Problem statement: Search the data below for "Staffa"; list each line that holds it.
(Data in this exercise)
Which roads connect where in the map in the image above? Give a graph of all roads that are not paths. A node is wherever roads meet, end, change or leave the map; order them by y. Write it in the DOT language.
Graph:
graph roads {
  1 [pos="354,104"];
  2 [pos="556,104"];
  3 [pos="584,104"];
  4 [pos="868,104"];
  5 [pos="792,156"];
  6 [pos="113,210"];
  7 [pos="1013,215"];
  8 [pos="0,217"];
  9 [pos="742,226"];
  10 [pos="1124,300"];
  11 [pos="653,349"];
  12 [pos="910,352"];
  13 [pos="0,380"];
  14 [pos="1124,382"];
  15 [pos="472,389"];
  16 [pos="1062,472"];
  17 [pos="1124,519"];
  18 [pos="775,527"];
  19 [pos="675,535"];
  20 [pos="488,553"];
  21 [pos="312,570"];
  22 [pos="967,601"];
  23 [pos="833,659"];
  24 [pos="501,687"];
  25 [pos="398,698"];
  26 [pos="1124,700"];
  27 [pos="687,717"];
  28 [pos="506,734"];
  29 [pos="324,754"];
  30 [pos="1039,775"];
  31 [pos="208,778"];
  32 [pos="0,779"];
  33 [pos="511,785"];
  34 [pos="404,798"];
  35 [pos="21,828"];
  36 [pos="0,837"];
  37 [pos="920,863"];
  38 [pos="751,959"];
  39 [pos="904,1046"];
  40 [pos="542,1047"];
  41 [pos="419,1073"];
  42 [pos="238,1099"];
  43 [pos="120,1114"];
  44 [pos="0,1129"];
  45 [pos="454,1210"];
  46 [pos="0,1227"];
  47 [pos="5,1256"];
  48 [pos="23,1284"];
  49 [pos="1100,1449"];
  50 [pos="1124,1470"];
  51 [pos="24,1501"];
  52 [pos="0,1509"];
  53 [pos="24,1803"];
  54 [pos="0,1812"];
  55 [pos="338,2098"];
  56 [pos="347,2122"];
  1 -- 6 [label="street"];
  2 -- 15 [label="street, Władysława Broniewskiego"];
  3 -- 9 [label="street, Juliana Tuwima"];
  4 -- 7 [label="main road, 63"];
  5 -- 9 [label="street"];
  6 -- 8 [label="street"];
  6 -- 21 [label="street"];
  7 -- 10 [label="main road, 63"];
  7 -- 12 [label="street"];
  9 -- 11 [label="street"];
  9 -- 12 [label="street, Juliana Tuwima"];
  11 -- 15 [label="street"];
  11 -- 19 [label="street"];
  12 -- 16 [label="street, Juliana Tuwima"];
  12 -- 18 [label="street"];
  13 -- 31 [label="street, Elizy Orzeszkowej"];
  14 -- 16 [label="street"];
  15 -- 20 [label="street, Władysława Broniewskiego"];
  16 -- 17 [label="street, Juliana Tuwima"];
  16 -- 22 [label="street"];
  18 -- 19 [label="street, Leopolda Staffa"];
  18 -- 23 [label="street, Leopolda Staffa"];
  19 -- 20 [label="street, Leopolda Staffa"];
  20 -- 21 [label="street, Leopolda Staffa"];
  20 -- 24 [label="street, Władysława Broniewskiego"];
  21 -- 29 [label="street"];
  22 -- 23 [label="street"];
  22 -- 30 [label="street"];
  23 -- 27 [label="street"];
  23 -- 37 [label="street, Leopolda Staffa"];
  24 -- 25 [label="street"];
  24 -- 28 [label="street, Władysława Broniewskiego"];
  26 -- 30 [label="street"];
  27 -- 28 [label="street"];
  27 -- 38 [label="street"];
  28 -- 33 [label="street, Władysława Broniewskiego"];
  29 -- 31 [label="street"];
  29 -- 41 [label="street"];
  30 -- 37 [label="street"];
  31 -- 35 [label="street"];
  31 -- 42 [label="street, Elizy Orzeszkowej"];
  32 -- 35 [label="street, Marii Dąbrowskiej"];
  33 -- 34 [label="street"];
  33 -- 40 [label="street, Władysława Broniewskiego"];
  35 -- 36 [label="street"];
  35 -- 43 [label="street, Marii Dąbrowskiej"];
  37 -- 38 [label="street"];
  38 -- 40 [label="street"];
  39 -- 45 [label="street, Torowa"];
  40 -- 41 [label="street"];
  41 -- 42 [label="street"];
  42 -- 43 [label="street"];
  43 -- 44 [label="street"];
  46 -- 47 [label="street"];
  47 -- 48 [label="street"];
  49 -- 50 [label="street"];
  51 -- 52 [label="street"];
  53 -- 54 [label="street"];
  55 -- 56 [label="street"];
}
(End Data in this exercise)
Result for this task:
  18 -- 19 [label="street, Leopolda Staffa"];
  18 -- 23 [label="street, Leopolda Staffa"];
  19 -- 20 [label="street, Leopolda Staffa"];
  20 -- 21 [label="street, Leopolda Staffa"];
  23 -- 37 [label="street, Leopolda Staffa"];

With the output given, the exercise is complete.